Thus, no government (city, state or federal) can bailout a company, and neither can it bailout itself.
And to finish the point, public and private sector unions are not the sources of their own funds either.
Motown's Mental Breakdown is subtitled 'As unions and the city council resist reforms, bankruptcy looms:'
"The political gospel according to Democrats is that
the auto bailout saved Detroit. If only it were so. Alas, costly labor
agreements have driven Motown like GM and Chrysler to disrepair. Perhaps the
only fix now is to let Detroit go bankrupt.

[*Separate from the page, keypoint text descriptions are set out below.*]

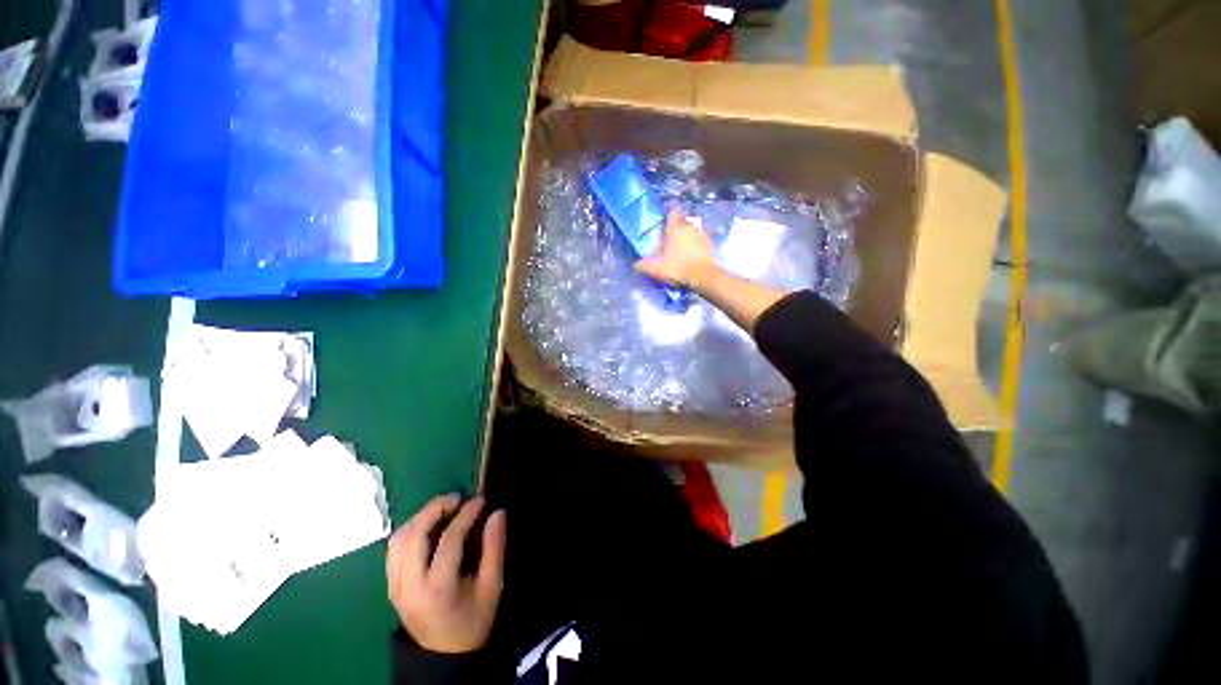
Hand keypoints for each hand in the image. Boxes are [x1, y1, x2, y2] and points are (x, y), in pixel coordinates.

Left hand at [387, 494, 506, 653]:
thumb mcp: (492, 587)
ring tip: (443, 507)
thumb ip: (495, 548)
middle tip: (457, 498)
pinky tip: (428, 525)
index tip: (480, 500)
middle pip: (414, 535)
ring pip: (399, 539)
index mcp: (438, 589)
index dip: (466, 514)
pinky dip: (410, 529)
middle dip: (435, 508)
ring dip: (421, 516)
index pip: (449, 540)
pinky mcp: (391, 584)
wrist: (442, 655)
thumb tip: (497, 513)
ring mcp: (395, 586)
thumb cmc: (472, 620)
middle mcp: (410, 585)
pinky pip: (394, 548)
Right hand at [635, 208, 717, 288]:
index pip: (672, 212)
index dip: (669, 215)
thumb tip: (636, 264)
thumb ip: (643, 265)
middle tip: (671, 242)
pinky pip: (701, 242)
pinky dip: (697, 248)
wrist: (704, 277)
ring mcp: (703, 235)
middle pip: (683, 223)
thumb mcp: (655, 269)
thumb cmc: (678, 268)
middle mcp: (690, 227)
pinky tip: (692, 258)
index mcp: (675, 228)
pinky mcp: (711, 245)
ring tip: (682, 252)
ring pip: (693, 232)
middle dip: (677, 230)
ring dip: (688, 239)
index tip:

Michigan lawmakers have kept Detroit on life support for the past six months
and may need to do so indefinitely barring a miraculous economic recovery. The
city will run out of cash this month unless the state releases $30 million in
bond proceeds, which are being held in escrow under a consent agreement that
council members reluctantly approved in April. The rescue package ties $137
million in state aid to reforms and lets Mayor Dave Bing redo labor
contracts.
The city has already drawn $40 million from the state drip and may soon be
cut off since council members last month rejected a contract for a legal firm to
advise the mayor, a condition of further aid. . . .

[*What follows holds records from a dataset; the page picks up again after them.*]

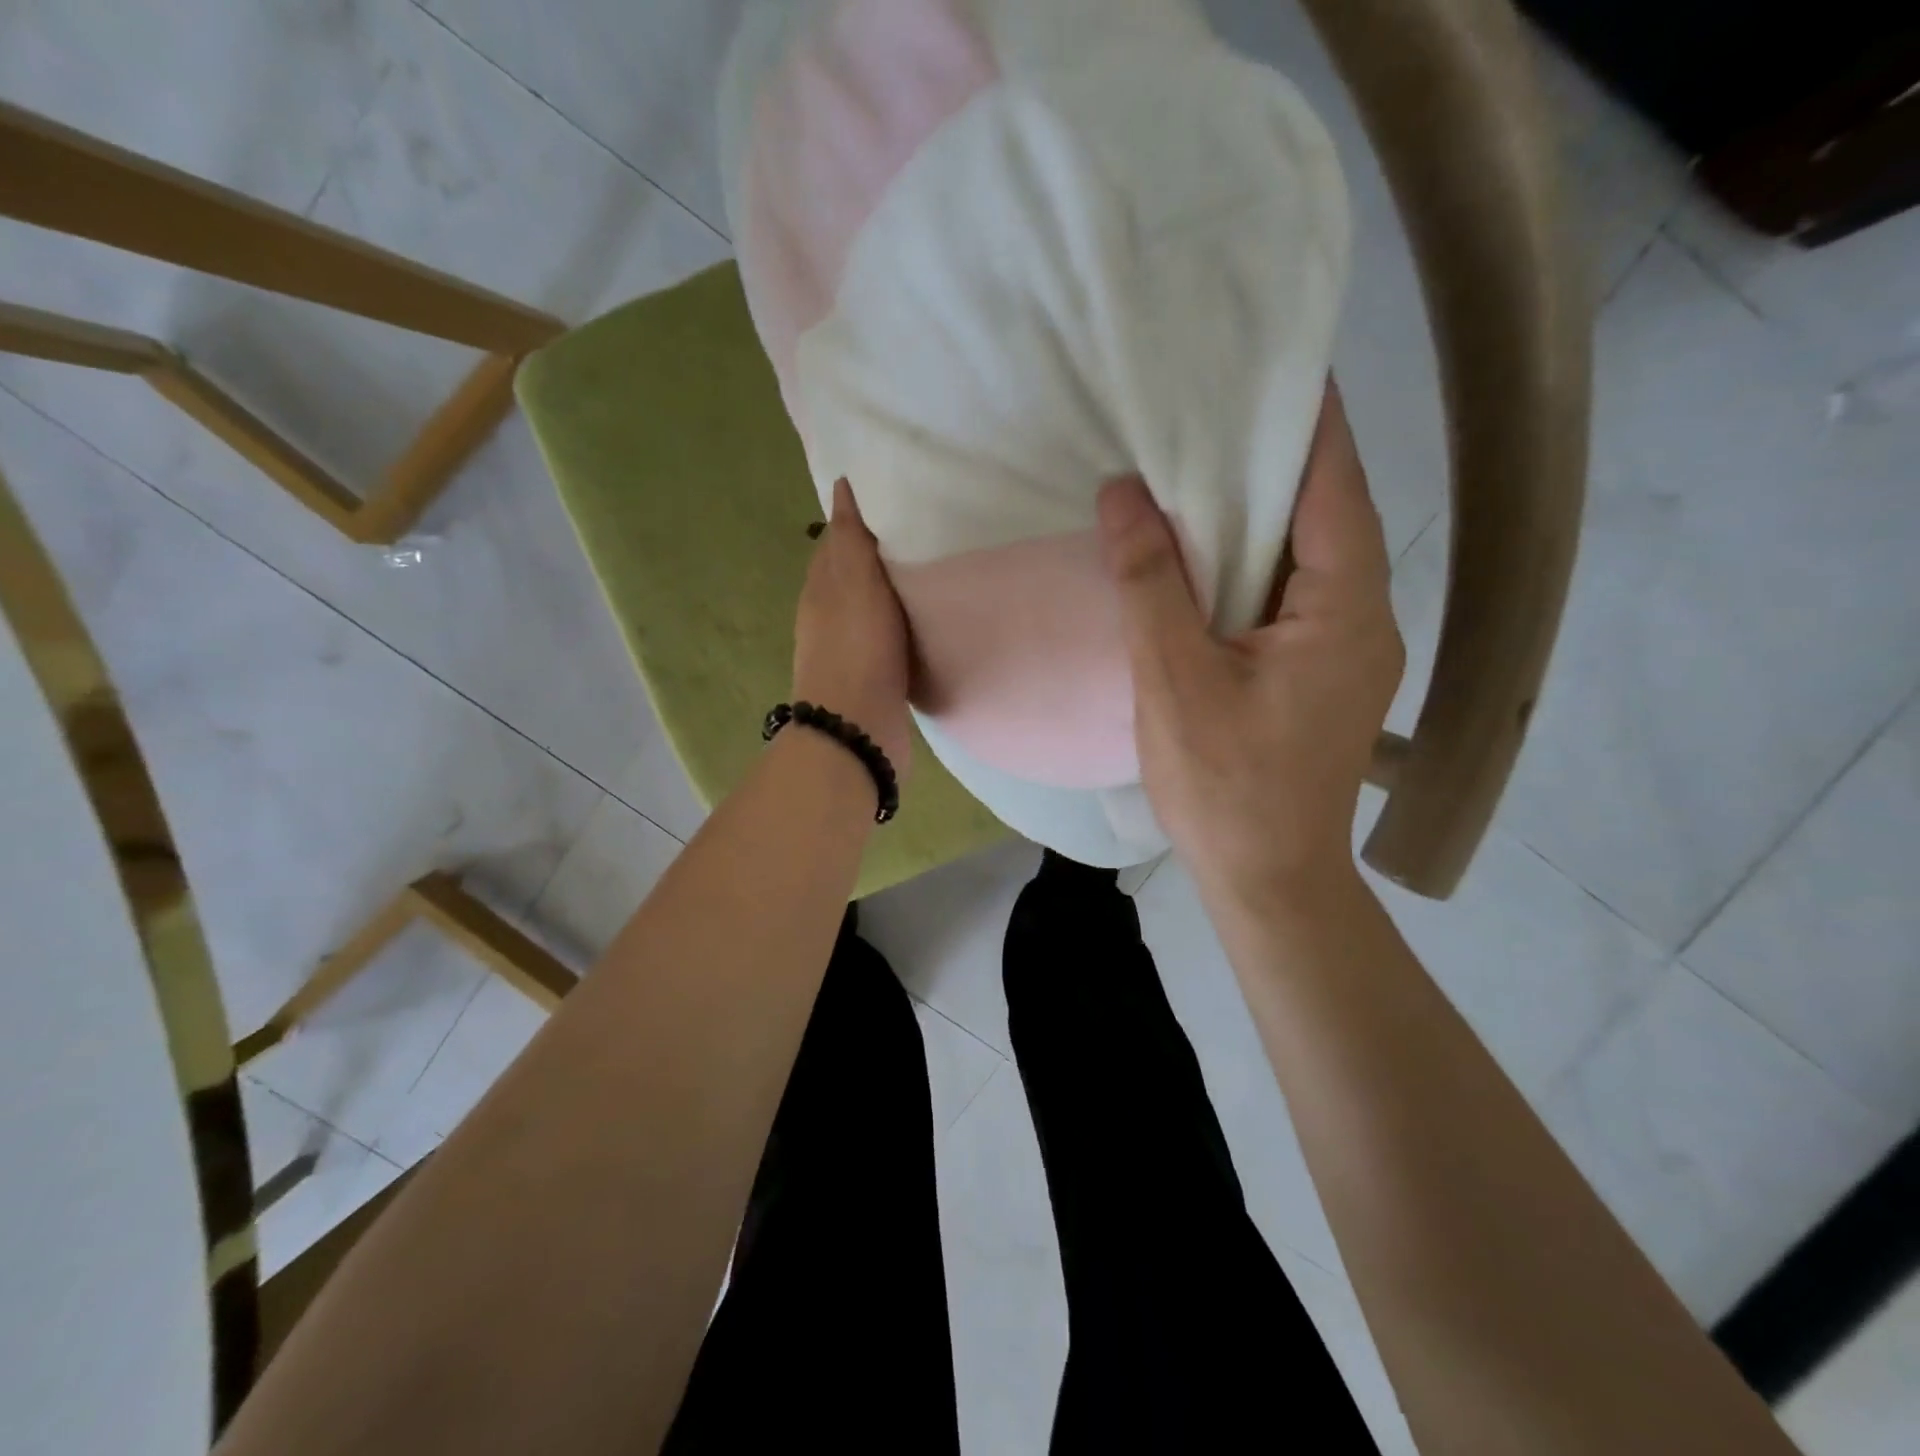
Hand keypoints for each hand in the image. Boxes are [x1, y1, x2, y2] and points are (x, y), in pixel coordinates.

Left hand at [792, 478, 913, 779]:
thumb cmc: (857, 648)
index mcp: (821, 589)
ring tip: (930, 569)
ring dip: (892, 591)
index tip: (892, 499)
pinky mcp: (874, 678)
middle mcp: (830, 617)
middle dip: (877, 554)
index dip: (856, 521)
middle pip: (852, 576)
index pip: (835, 543)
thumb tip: (841, 488)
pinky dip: (903, 624)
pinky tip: (925, 620)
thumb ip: (851, 538)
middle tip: (921, 530)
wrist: (858, 729)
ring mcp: (851, 651)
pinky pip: (888, 639)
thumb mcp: (854, 582)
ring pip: (871, 609)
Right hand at [1098, 385, 1402, 906]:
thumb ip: (1150, 582)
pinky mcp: (1323, 676)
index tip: (1273, 362)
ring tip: (1204, 469)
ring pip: (1310, 558)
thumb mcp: (1174, 678)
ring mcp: (1348, 651)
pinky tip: (1211, 558)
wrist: (1269, 879)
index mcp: (1343, 609)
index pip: (1333, 487)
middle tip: (1216, 410)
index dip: (1306, 421)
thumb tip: (1122, 493)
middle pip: (1326, 516)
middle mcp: (1364, 618)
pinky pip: (1294, 596)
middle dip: (1276, 462)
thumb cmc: (1225, 785)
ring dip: (1263, 515)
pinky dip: (1256, 564)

While the council is digging Detroit's grave, Mr. Bing is performing triage.
The Democratic mayor has slashed wages across the board by 10%; increased health
premiums and co-pays; reduced current-worker pensions and suspended retirees'
2.25% cost-of-living raises. This quadruple bypass operation will save about $60
million this year, but the city will still likely end the fiscal year next June
$50 million in the red.
Meanwhile, third-party actuaries are pegging the city's retirement
liabilities at $11 billion, nearly twice as much as the city has estimated.
Detroit will spend $160 million this year and $135 million in 2013 on retiree
benefits even after Mr. Bing's labor reforms are phased in. Some of the problem
is demographic and has been exacerbated by defined-benefit pensions that let
workers retire in their 40s. Many retirees living into their 80s are drawing
benefits for nearly twice as long as they work.
The mayor has also floated raising the retirement age and moving new hires to
401(k)-style plans as the state did in 1997. He's even put the nuclear
option—freezing pensions for all workers—on the table. Federal law requires
private employers to do this if their pension funds become insolvent, but there
are no such diktats for local governments.
Another idea is outsourcing operations to private companies. According to the
Mackinac Center for Public Policy, the city could save about $110 million
annually by contracting out its bus system, garbage collection and water
management. Selling its electrical system to an investor-owned utility could
raise $300 million to $500 million. Unions oppose all of the above.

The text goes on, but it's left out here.